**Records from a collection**
**********

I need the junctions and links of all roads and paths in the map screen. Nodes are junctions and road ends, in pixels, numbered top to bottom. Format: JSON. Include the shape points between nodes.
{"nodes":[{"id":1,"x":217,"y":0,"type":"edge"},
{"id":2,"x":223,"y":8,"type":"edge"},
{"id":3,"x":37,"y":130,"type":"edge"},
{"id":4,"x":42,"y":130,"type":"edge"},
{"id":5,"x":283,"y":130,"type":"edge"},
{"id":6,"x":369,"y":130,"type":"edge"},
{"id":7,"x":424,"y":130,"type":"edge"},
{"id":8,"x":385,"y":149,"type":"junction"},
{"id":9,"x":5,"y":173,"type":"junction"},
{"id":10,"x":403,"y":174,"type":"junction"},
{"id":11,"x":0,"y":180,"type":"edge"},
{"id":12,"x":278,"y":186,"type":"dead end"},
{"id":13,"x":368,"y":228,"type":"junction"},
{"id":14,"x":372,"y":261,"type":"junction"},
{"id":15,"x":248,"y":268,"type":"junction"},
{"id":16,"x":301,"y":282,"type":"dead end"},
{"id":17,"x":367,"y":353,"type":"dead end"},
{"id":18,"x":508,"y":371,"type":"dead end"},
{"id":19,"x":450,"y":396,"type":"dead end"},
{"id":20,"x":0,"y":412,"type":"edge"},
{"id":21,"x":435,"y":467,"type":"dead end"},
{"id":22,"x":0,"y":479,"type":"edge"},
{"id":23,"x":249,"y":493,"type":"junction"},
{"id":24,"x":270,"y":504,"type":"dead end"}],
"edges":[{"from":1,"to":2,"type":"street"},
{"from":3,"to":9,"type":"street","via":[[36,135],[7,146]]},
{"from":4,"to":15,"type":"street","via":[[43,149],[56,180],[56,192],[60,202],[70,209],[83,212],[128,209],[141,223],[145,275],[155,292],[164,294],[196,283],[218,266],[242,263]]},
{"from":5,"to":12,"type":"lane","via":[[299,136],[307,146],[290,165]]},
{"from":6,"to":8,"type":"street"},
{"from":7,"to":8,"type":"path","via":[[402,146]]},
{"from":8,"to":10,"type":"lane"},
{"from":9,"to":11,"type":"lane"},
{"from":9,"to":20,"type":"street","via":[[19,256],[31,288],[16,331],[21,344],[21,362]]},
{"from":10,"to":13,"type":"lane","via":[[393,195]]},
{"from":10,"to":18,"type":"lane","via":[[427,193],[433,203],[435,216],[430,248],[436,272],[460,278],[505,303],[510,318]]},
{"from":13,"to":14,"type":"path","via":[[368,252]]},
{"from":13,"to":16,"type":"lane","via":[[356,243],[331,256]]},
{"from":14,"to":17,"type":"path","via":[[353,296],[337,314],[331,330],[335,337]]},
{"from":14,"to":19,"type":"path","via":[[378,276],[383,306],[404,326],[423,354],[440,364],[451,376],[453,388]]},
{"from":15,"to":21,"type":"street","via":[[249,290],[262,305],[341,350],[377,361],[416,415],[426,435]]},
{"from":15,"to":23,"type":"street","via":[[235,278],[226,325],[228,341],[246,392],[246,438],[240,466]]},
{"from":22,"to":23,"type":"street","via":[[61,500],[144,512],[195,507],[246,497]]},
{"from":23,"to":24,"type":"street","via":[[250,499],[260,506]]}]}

**********

**WHAT YOU NEED TO DO**
Return each line of the data exactly as written above.

**RESPONSE AREA**
I need the junctions and links of all roads and paths in the map screen. Nodes are junctions and road ends, in pixels, numbered top to bottom. Format: JSON. Include the shape points between nodes.
{"nodes":[{"id":1,"x":217,"y":0,"type":"edge"},
{"id":2,"x":223,"y":8,"type":"edge"},
{"id":3,"x":37,"y":130,"type":"edge"},
{"id":4,"x":42,"y":130,"type":"edge"},
{"id":5,"x":283,"y":130,"type":"edge"},
{"id":6,"x":369,"y":130,"type":"edge"},
{"id":7,"x":424,"y":130,"type":"edge"},
{"id":8,"x":385,"y":149,"type":"junction"},
{"id":9,"x":5,"y":173,"type":"junction"},
{"id":10,"x":403,"y":174,"type":"junction"},
{"id":11,"x":0,"y":180,"type":"edge"},
{"id":12,"x":278,"y":186,"type":"dead end"},
{"id":13,"x":368,"y":228,"type":"junction"},
{"id":14,"x":372,"y":261,"type":"junction"},
{"id":15,"x":248,"y":268,"type":"junction"},
{"id":16,"x":301,"y":282,"type":"dead end"},
{"id":17,"x":367,"y":353,"type":"dead end"},
{"id":18,"x":508,"y":371,"type":"dead end"},
{"id":19,"x":450,"y":396,"type":"dead end"},
{"id":20,"x":0,"y":412,"type":"edge"},
{"id":21,"x":435,"y":467,"type":"dead end"},
{"id":22,"x":0,"y":479,"type":"edge"},
{"id":23,"x":249,"y":493,"type":"junction"},
{"id":24,"x":270,"y":504,"type":"dead end"}],
"edges":[{"from":1,"to":2,"type":"street"},
{"from":3,"to":9,"type":"street","via":[[36,135],[7,146]]},
{"from":4,"to":15,"type":"street","via":[[43,149],[56,180],[56,192],[60,202],[70,209],[83,212],[128,209],[141,223],[145,275],[155,292],[164,294],[196,283],[218,266],[242,263]]},
{"from":5,"to":12,"type":"lane","via":[[299,136],[307,146],[290,165]]},
{"from":6,"to":8,"type":"street"},
{"from":7,"to":8,"type":"path","via":[[402,146]]},
{"from":8,"to":10,"type":"lane"},
{"from":9,"to":11,"type":"lane"},
{"from":9,"to":20,"type":"street","via":[[19,256],[31,288],[16,331],[21,344],[21,362]]},
{"from":10,"to":13,"type":"lane","via":[[393,195]]},
{"from":10,"to":18,"type":"lane","via":[[427,193],[433,203],[435,216],[430,248],[436,272],[460,278],[505,303],[510,318]]},
{"from":13,"to":14,"type":"path","via":[[368,252]]},
{"from":13,"to":16,"type":"lane","via":[[356,243],[331,256]]},
{"from":14,"to":17,"type":"path","via":[[353,296],[337,314],[331,330],[335,337]]},
{"from":14,"to":19,"type":"path","via":[[378,276],[383,306],[404,326],[423,354],[440,364],[451,376],[453,388]]},
{"from":15,"to":21,"type":"street","via":[[249,290],[262,305],[341,350],[377,361],[416,415],[426,435]]},
{"from":15,"to":23,"type":"street","via":[[235,278],[226,325],[228,341],[246,392],[246,438],[240,466]]},
{"from":22,"to":23,"type":"street","via":[[61,500],[144,512],[195,507],[246,497]]},
{"from":23,"to":24,"type":"street","via":[[250,499],[260,506]]}]}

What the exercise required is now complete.